[Pose estimation data]

········

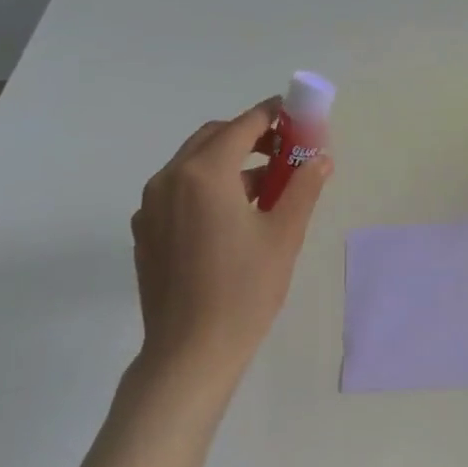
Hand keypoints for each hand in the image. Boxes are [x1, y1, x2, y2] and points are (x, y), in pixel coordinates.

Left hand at [130, 99, 332, 387]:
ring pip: (193, 164)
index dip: (272, 115)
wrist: (190, 351)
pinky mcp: (145, 230)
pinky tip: (231, 216)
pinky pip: (178, 191)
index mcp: (204, 173)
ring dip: (228, 162)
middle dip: (250, 136)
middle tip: (284, 151)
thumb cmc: (245, 290)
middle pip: (213, 138)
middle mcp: (169, 178)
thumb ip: (303, 187)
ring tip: (266, 186)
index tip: (297, 115)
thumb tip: (321, 159)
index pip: (242, 125)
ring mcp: (151, 205)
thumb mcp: (284, 235)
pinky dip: (206, 186)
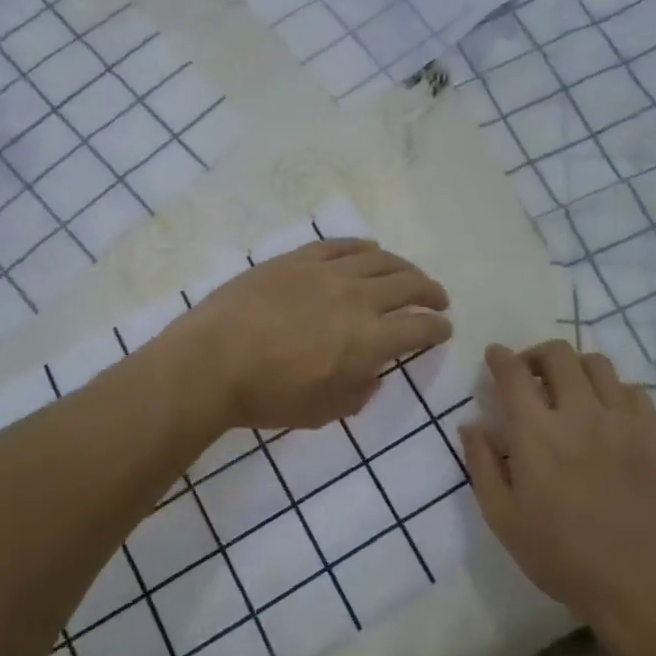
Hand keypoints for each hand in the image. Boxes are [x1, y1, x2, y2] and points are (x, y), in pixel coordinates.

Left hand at [166, 238, 451, 430]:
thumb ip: (359, 391)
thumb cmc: (269, 396)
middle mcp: (358, 297)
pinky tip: (370, 249)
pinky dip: (362, 246)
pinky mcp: (297, 259)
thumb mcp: (324, 411)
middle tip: (437, 299)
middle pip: (409, 285)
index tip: (444, 329)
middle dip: (431, 292)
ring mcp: (326, 272)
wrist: (212, 362)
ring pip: (379, 259)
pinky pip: (339, 244)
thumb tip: (371, 372)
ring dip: (403, 267)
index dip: (438, 329)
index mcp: (369, 339)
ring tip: (409, 274)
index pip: (420, 327)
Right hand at [461, 341, 655, 640]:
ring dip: (575, 368)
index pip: (513, 373)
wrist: (641, 585)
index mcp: (536, 433)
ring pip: (597, 364)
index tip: (495, 356)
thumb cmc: (561, 556)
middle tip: (530, 374)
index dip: (500, 357)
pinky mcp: (655, 434)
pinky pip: (633, 389)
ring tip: (570, 390)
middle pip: (557, 355)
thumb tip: (471, 424)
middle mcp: (579, 413)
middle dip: (536, 355)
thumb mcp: (503, 518)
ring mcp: (622, 420)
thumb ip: (482, 464)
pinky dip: (613, 390)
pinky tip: (607, 412)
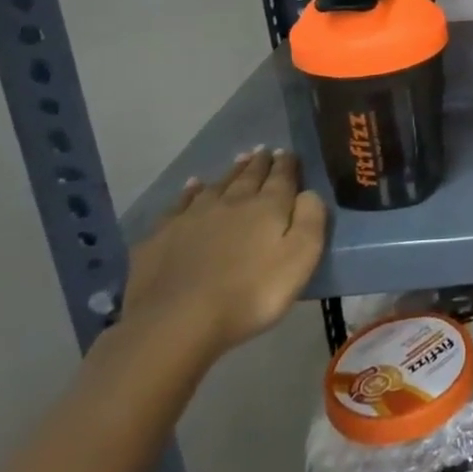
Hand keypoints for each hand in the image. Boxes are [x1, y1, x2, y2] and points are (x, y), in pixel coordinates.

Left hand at [122, 147, 327, 362]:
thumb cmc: (251, 293)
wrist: (177, 321)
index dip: (286, 164)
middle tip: (263, 151)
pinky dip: (189, 192)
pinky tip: (191, 187)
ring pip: (216, 186)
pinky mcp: (161, 236)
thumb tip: (309, 192)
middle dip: (259, 163)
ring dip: (230, 172)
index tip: (287, 152)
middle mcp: (231, 202)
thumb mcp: (301, 258)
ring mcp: (192, 217)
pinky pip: (179, 205)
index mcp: (267, 207)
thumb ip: (311, 220)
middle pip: (248, 177)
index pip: (281, 177)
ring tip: (238, 160)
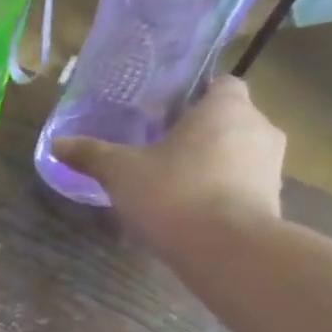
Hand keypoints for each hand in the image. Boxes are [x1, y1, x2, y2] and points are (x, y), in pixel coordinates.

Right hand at [51, 77, 285, 249]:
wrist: (227, 248)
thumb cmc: (173, 191)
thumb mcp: (120, 171)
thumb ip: (91, 154)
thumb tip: (57, 143)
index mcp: (225, 108)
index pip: (221, 83)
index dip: (196, 94)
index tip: (167, 112)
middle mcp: (259, 128)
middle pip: (230, 118)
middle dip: (201, 131)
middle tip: (162, 147)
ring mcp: (272, 165)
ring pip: (239, 152)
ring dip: (213, 161)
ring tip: (174, 180)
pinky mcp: (273, 199)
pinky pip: (243, 183)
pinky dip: (222, 189)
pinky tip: (191, 207)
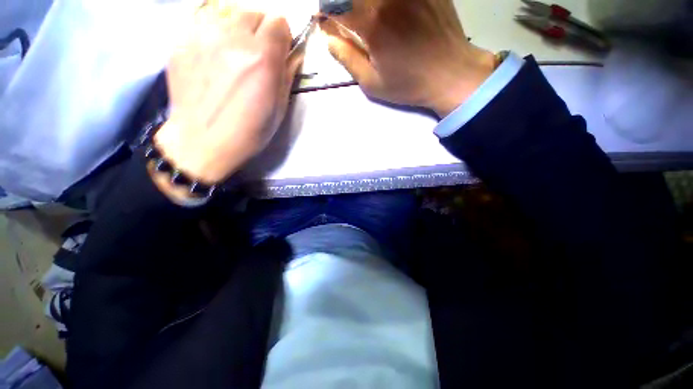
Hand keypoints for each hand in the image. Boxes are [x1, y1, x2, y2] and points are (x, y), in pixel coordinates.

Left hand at [153, 2, 301, 195]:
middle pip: (254, 11)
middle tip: (258, 51)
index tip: (279, 50)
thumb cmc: (249, 131)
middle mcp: (233, 39)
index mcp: (262, 59)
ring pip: (228, 10)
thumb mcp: (279, 109)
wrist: (203, 141)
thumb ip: (286, 75)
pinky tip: (213, 50)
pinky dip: (214, 29)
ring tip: (234, 49)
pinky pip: (203, 19)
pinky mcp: (181, 40)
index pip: (279, 21)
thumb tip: (292, 54)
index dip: (282, 36)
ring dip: (238, 26)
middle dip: (261, 29)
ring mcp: (202, 36)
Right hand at [321, 0, 495, 116]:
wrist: (451, 74)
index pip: (336, 5)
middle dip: (344, 5)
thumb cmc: (409, 84)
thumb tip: (329, 39)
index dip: (327, 12)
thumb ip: (348, 59)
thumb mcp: (373, 83)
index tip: (327, 22)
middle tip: (347, 18)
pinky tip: (390, 16)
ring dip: (363, 4)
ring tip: (367, 19)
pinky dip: (385, 4)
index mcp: (372, 22)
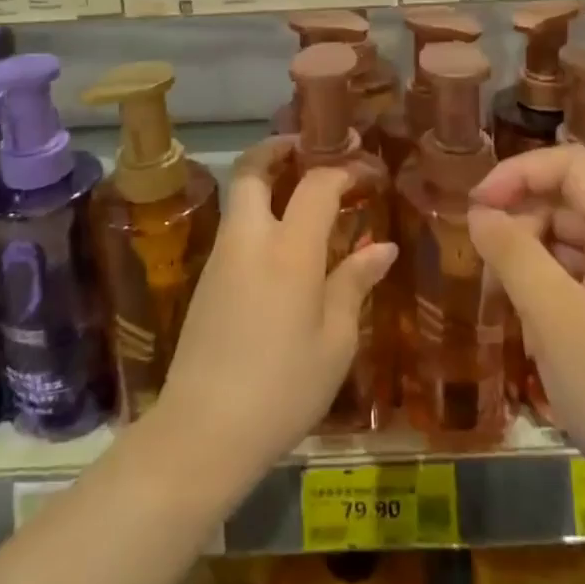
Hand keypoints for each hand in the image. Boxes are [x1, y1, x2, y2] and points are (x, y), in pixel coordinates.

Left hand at [152, 140, 397, 485]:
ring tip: (303, 195)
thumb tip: (383, 247)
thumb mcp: (334, 342)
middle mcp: (250, 239)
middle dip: (278, 150)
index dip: (344, 171)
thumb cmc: (282, 388)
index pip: (317, 184)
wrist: (201, 433)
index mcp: (289, 249)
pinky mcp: (206, 280)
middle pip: (252, 169)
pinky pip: (236, 228)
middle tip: (309, 152)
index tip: (367, 176)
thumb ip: (354, 284)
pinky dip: (258, 215)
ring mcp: (221, 257)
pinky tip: (282, 246)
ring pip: (240, 197)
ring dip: (266, 181)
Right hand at [467, 144, 584, 506]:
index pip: (571, 165)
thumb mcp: (555, 320)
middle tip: (484, 260)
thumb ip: (512, 253)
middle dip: (521, 218)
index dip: (518, 173)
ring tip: (506, 295)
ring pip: (571, 237)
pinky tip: (533, 318)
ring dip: (531, 253)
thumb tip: (478, 210)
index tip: (476, 206)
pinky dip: (550, 282)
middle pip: (570, 199)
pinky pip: (582, 271)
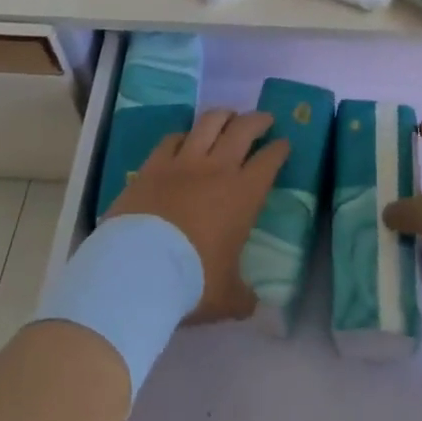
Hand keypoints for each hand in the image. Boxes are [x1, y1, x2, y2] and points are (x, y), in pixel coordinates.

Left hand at [108, 108, 285, 324]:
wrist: (137, 269)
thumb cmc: (191, 281)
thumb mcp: (226, 298)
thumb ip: (242, 297)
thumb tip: (253, 305)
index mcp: (243, 195)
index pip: (269, 161)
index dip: (280, 149)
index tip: (284, 144)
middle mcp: (217, 169)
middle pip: (243, 129)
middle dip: (257, 120)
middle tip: (264, 120)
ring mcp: (182, 162)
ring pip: (208, 123)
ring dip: (223, 116)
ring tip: (228, 116)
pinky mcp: (152, 165)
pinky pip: (172, 138)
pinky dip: (183, 135)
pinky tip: (184, 138)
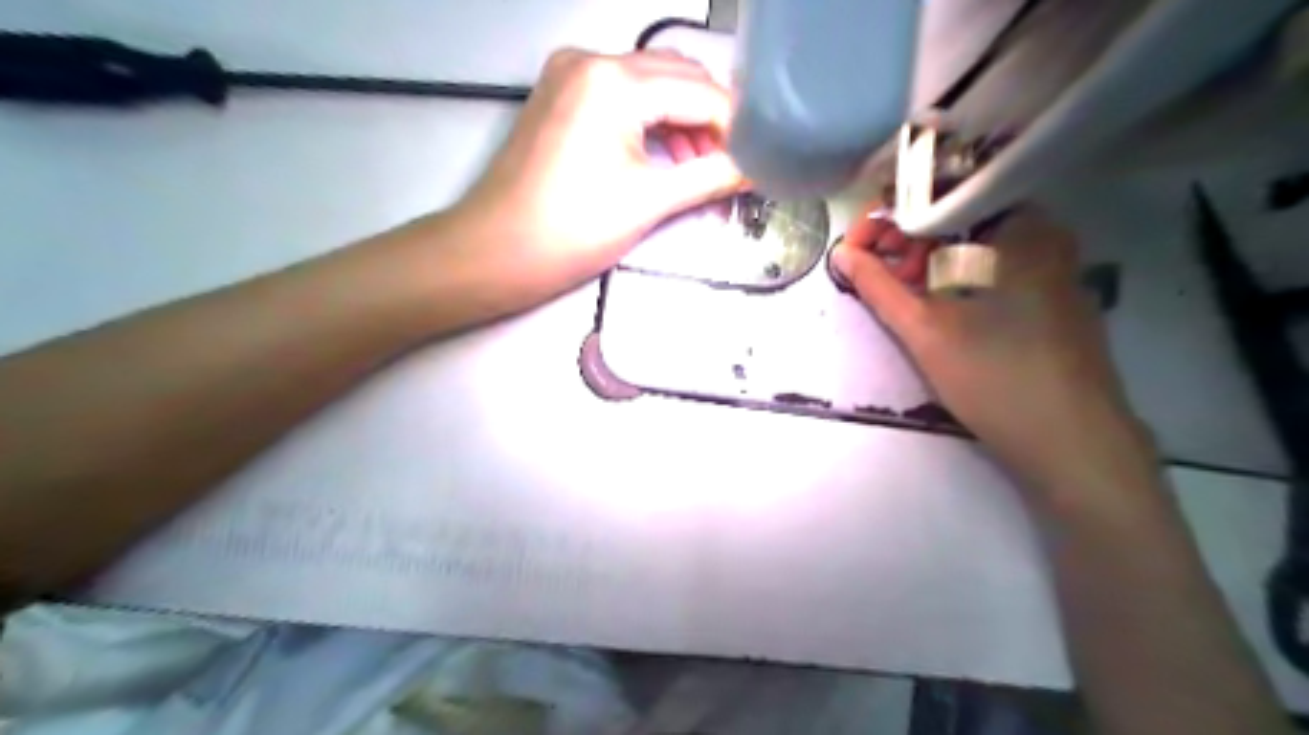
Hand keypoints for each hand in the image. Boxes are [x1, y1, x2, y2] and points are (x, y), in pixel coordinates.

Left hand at [439, 47, 745, 305]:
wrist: (495, 252)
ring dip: (683, 121)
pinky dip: (651, 122)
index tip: (760, 159)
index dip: (736, 126)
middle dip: (711, 120)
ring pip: (650, 85)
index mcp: (614, 81)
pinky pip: (622, 96)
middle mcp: (591, 60)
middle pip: (676, 78)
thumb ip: (712, 177)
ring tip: (700, 169)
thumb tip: (758, 168)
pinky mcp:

········

▶ **ABOUT THIS EXERCISE**:
Reproduce exactly the lines above that run from the one with "pinky tip: (390, 16)" to the one with "index tip: (476, 206)", both included, leaving pictures out.

▶ **FINAL ANSWER**:
pinky tip: (390, 16)
ring dip: (363, 4)
ring tip: (367, 19)
pinky dip: (385, 4)
index mcp: (372, 22)
Hand keypoints for each hand in the image. Boxes are [x1, y1, x2, y2] and points are (x, y), in pixel coordinates.

Left hand at [152, 140, 397, 485]:
ring tip: (303, 195)
thumb tip: (383, 247)
thumb mcp: (334, 342)
middle mcp: (250, 239)
middle dip: (278, 150)
index dip: (344, 171)
thumb cmc: (282, 388)
index pip: (317, 184)
wrist: (201, 433)
index mcp: (289, 249)
pinky mcp: (206, 280)
middle pip: (252, 169)
pinky pip: (236, 228)
middle tip: (309, 152)
index tip: (367, 176)
thumb ip: (354, 284)
pinky dip: (258, 215)
ring mcp: (221, 257)
pinky tip: (282, 246)
ring pip: (240, 197)
ring dip: (266, 181)
Right hand at [467, 144, 584, 506]:
index pip: (571, 165)
thumb mcp: (555, 320)
middle tip: (484, 260)
thumb ip: (512, 253)
middle dip: (521, 218)
index dip: (518, 173)
ring tip: (506, 295)
ring pip: (571, 237)
pinky tip: (533, 318)
ring dip: (531, 253)
thumb tip: (478, 210)
index tip: (476, 206)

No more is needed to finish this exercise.